▶ PROBLEM STATEMENT:
Only the number is wanted: how many lines below contain "Мира"?

########################################

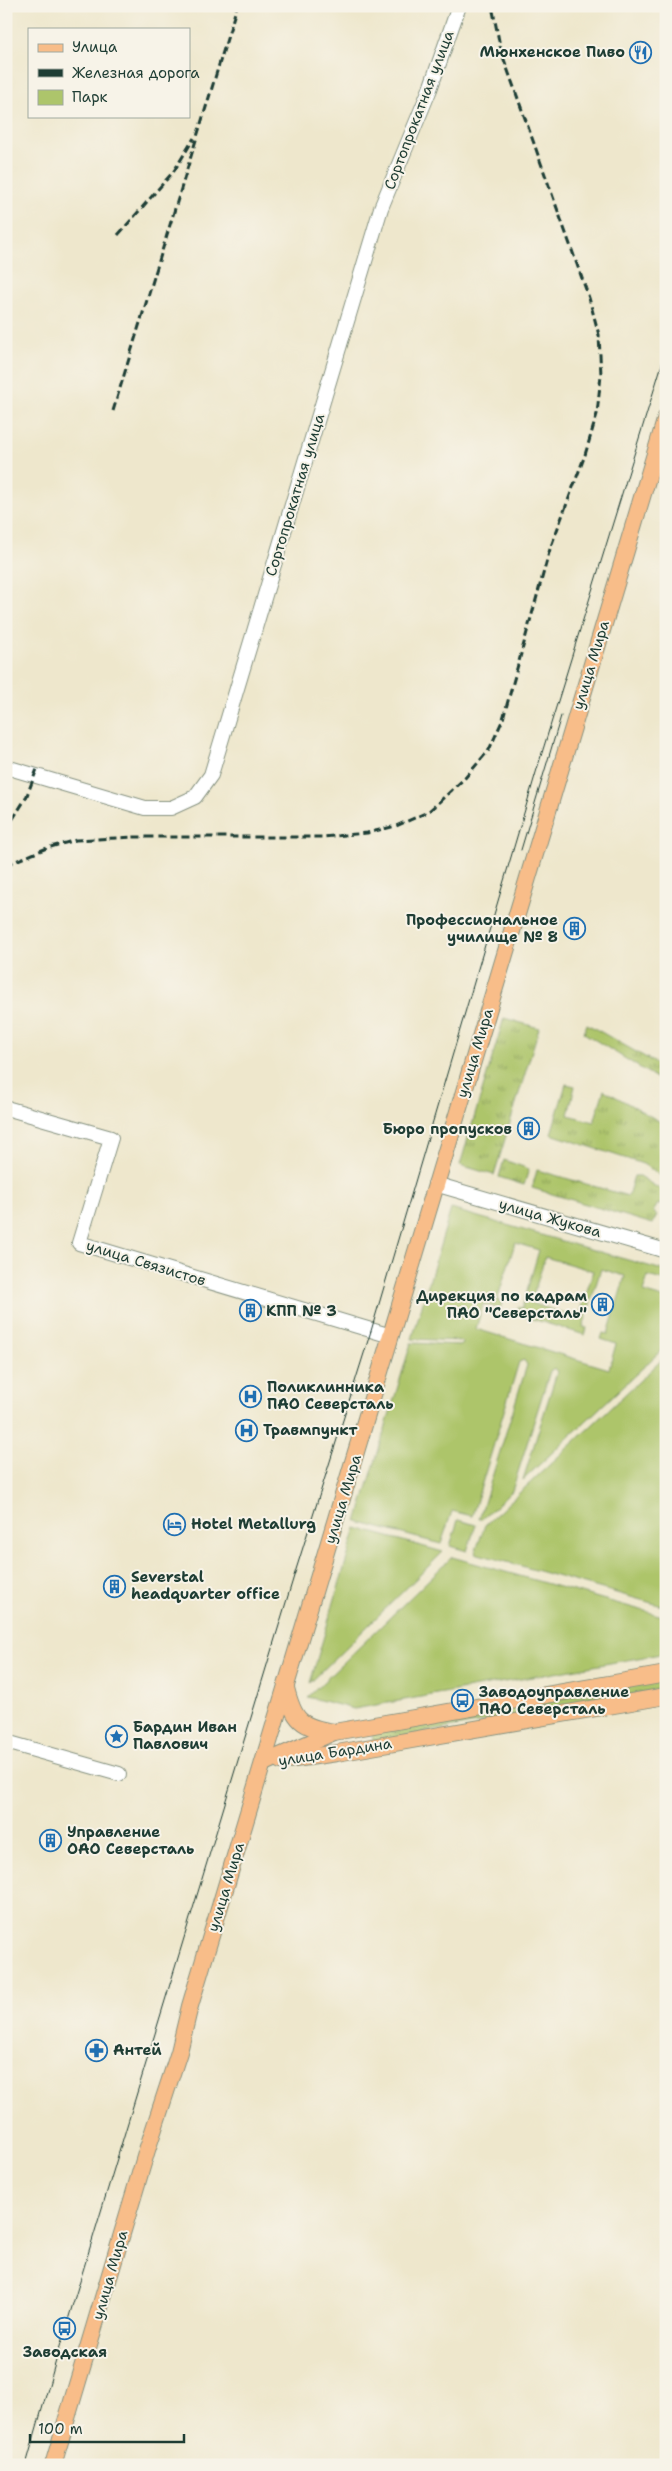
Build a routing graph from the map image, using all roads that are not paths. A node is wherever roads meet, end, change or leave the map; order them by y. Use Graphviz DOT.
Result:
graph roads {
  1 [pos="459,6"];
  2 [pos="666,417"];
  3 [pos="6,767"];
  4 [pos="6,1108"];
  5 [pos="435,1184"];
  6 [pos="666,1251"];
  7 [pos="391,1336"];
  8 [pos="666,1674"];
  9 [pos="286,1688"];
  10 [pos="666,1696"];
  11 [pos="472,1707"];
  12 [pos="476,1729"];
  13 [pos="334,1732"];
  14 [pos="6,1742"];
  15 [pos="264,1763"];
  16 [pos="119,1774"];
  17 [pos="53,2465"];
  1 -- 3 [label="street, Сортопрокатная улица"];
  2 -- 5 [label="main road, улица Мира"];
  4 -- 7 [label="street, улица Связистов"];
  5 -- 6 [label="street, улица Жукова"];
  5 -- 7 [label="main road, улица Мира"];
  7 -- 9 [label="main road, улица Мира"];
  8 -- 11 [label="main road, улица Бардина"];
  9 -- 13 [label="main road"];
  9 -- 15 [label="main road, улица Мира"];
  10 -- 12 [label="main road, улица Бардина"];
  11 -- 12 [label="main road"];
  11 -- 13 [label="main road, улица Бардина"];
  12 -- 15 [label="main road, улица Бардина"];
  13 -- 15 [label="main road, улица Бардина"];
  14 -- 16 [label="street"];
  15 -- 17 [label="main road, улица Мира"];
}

########################################

▶ RESPONSE TO THIS EXERCISE:
5